*** DATA FOR THE TASK Section Begins ***

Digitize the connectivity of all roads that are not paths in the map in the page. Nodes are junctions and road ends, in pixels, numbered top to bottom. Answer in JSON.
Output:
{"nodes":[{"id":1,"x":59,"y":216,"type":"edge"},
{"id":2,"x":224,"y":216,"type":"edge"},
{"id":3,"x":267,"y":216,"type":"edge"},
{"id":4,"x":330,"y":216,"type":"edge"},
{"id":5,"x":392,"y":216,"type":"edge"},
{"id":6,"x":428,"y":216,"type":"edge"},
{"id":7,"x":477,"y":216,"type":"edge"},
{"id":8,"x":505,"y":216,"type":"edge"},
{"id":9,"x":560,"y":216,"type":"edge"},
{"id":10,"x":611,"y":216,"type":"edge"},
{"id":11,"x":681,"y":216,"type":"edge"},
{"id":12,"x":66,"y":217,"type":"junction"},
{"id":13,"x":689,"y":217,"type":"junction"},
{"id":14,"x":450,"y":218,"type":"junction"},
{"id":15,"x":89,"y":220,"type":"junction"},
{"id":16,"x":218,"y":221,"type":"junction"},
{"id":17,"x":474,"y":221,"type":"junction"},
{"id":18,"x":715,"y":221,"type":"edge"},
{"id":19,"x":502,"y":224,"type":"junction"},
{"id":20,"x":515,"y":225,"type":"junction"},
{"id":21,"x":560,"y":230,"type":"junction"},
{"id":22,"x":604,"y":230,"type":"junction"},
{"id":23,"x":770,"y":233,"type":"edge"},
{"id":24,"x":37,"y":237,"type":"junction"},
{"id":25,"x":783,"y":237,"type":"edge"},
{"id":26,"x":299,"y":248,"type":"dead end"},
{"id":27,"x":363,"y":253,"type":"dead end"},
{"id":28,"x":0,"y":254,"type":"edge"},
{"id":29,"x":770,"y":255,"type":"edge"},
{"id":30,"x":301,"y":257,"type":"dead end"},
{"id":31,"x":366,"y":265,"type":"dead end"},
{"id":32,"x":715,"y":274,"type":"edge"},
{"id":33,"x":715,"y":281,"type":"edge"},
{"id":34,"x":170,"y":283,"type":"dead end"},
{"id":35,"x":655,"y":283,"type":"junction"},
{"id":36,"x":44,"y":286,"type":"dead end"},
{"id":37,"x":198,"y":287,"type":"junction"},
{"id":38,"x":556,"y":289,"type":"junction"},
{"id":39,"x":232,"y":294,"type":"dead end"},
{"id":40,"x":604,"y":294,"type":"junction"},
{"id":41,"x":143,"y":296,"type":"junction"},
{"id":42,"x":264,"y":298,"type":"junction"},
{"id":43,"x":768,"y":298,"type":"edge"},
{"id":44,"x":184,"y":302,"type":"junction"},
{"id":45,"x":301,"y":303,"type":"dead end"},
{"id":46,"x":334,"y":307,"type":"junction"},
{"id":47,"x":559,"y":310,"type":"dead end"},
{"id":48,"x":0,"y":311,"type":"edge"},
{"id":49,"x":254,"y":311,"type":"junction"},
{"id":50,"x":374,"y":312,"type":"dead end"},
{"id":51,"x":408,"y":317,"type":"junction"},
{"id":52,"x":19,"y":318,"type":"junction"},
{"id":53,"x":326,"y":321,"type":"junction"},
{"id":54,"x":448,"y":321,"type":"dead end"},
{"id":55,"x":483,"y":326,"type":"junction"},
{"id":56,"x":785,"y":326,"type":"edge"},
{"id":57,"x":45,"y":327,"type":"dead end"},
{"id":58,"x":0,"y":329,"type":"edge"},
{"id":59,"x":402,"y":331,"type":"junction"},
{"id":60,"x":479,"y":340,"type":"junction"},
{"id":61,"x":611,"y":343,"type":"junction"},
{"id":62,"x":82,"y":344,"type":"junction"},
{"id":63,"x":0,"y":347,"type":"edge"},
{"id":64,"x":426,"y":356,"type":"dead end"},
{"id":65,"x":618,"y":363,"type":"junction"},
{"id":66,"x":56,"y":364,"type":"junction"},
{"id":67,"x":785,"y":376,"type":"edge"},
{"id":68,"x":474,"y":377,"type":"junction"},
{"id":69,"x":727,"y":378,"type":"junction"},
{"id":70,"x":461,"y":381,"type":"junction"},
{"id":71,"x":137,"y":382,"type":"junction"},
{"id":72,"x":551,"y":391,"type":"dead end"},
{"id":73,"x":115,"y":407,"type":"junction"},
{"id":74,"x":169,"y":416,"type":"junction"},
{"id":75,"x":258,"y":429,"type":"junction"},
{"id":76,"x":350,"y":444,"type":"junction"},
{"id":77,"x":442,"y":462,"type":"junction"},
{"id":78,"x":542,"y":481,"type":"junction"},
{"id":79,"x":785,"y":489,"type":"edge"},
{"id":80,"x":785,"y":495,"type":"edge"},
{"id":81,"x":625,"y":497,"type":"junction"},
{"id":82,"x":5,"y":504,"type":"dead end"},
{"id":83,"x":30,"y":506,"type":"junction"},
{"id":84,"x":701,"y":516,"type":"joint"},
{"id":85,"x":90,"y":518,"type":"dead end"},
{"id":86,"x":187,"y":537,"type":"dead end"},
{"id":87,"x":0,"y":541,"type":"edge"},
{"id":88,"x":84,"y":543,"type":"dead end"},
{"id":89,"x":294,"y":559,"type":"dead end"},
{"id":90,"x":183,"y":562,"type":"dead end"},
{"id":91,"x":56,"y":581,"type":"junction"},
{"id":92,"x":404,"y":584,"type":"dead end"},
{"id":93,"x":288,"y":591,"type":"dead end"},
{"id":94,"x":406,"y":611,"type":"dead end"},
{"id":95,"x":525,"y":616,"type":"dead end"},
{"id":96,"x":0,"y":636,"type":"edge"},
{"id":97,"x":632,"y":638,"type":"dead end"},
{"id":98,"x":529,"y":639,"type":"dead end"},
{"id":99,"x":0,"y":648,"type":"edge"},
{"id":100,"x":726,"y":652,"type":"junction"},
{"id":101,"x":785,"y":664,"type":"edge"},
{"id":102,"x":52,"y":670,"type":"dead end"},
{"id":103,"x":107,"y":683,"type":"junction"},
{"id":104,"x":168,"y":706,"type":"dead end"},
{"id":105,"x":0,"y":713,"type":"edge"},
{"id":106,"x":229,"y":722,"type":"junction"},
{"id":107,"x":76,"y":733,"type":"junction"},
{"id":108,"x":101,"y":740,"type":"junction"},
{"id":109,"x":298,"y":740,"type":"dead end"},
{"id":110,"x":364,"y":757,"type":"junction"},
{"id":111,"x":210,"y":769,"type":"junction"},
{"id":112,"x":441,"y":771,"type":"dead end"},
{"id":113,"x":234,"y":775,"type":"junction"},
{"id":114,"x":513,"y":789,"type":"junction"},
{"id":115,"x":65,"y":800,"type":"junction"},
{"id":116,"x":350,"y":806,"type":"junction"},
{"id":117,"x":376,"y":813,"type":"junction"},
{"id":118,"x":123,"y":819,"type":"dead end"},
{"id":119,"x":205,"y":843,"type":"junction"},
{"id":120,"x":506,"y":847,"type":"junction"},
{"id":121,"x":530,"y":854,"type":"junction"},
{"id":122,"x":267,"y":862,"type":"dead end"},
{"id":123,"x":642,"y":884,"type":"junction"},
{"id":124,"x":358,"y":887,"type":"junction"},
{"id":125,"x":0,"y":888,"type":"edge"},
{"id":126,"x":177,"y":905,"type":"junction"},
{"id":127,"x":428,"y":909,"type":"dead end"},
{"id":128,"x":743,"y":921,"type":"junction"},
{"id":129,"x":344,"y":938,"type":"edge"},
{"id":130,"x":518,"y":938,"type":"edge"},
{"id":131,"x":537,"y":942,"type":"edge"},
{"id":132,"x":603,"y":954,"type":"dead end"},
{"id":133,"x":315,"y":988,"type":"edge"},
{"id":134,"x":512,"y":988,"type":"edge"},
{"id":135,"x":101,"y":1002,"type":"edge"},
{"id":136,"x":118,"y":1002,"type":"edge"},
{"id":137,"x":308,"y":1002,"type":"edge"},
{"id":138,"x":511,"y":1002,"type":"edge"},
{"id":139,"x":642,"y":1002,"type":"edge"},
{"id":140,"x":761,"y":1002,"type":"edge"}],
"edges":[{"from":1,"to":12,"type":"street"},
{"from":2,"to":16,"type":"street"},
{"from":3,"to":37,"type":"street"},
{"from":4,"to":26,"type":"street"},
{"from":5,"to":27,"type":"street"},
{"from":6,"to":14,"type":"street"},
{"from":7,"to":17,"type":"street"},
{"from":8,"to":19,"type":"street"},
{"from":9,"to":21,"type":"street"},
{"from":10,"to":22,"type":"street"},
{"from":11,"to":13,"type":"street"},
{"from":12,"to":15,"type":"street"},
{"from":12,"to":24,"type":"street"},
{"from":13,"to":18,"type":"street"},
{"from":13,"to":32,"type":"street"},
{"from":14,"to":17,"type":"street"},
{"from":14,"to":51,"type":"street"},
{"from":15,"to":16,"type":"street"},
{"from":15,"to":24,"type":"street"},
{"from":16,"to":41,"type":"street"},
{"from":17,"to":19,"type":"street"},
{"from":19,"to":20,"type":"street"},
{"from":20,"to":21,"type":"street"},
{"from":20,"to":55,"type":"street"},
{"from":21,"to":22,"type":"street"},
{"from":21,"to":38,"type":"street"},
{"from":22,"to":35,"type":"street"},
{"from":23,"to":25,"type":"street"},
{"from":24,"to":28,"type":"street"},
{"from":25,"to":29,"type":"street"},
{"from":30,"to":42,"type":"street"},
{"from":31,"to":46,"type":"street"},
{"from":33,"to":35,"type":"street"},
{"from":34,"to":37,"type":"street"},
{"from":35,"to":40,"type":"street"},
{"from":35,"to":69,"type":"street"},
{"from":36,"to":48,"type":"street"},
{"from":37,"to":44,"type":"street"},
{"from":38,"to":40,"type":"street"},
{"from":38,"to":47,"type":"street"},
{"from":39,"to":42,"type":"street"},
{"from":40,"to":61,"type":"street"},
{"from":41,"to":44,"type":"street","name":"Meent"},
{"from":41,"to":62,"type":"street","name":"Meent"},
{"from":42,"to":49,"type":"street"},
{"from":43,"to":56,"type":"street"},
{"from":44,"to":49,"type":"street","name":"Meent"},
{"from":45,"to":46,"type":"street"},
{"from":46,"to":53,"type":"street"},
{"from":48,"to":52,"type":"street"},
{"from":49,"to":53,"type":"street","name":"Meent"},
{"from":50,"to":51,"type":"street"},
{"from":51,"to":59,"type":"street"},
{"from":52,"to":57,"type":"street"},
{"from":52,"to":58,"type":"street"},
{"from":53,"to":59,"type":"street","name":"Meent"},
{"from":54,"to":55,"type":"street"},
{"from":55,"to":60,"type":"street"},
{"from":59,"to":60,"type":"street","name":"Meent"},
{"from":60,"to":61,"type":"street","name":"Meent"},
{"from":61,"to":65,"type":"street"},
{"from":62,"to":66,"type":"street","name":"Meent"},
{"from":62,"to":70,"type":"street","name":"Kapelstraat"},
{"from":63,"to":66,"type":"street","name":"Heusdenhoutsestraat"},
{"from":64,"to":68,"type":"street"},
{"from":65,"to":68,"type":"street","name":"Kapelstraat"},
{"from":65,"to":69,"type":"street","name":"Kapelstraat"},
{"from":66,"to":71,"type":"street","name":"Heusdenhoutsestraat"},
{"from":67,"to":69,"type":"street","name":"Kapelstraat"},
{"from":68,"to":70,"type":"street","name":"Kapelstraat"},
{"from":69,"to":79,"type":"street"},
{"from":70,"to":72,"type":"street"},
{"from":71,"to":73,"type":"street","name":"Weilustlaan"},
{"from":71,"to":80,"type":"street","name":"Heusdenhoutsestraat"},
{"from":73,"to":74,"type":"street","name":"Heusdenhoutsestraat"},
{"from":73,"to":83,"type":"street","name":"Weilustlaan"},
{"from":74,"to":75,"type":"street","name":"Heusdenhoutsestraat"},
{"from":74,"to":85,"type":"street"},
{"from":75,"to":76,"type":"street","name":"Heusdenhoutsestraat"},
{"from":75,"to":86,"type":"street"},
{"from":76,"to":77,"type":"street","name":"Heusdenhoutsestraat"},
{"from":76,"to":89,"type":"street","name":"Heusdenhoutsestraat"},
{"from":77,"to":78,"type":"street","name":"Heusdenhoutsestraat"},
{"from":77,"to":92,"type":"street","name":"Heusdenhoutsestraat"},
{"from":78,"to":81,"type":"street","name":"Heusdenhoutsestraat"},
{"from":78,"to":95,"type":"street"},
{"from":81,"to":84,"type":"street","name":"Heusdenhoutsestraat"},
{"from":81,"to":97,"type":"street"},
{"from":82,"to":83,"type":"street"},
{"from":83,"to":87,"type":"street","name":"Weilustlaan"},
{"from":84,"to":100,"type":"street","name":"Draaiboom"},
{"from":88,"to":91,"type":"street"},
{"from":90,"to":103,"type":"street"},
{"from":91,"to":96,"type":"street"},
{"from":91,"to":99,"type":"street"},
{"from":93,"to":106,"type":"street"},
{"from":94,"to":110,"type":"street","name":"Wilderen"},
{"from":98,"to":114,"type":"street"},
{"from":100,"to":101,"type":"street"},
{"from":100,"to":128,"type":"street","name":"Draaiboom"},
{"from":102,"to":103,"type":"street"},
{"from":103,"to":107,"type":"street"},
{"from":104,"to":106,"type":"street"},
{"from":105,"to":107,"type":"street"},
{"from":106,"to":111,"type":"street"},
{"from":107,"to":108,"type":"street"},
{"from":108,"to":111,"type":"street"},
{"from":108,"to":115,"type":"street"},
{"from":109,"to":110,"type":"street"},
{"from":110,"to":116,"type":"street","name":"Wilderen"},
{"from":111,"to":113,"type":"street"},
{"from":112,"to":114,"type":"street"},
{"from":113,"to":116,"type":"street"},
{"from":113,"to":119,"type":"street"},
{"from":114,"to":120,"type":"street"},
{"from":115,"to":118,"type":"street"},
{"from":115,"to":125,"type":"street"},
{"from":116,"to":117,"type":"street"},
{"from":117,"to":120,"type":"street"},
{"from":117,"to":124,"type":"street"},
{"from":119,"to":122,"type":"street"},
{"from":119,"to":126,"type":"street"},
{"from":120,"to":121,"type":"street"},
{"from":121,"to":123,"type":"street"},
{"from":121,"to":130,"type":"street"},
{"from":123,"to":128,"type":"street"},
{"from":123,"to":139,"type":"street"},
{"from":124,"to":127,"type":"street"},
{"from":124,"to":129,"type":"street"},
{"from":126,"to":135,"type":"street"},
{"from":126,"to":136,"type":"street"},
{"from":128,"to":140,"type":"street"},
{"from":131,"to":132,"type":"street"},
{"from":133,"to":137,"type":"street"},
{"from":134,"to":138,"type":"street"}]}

*** DATA FOR THE TASK Section Ends ***

WORK REQUIRED – If a line holds the string "Weilustlaan", it counts; please state how many such lines there are in the data, with nothing more.

RESULT OF THIS TASK – 3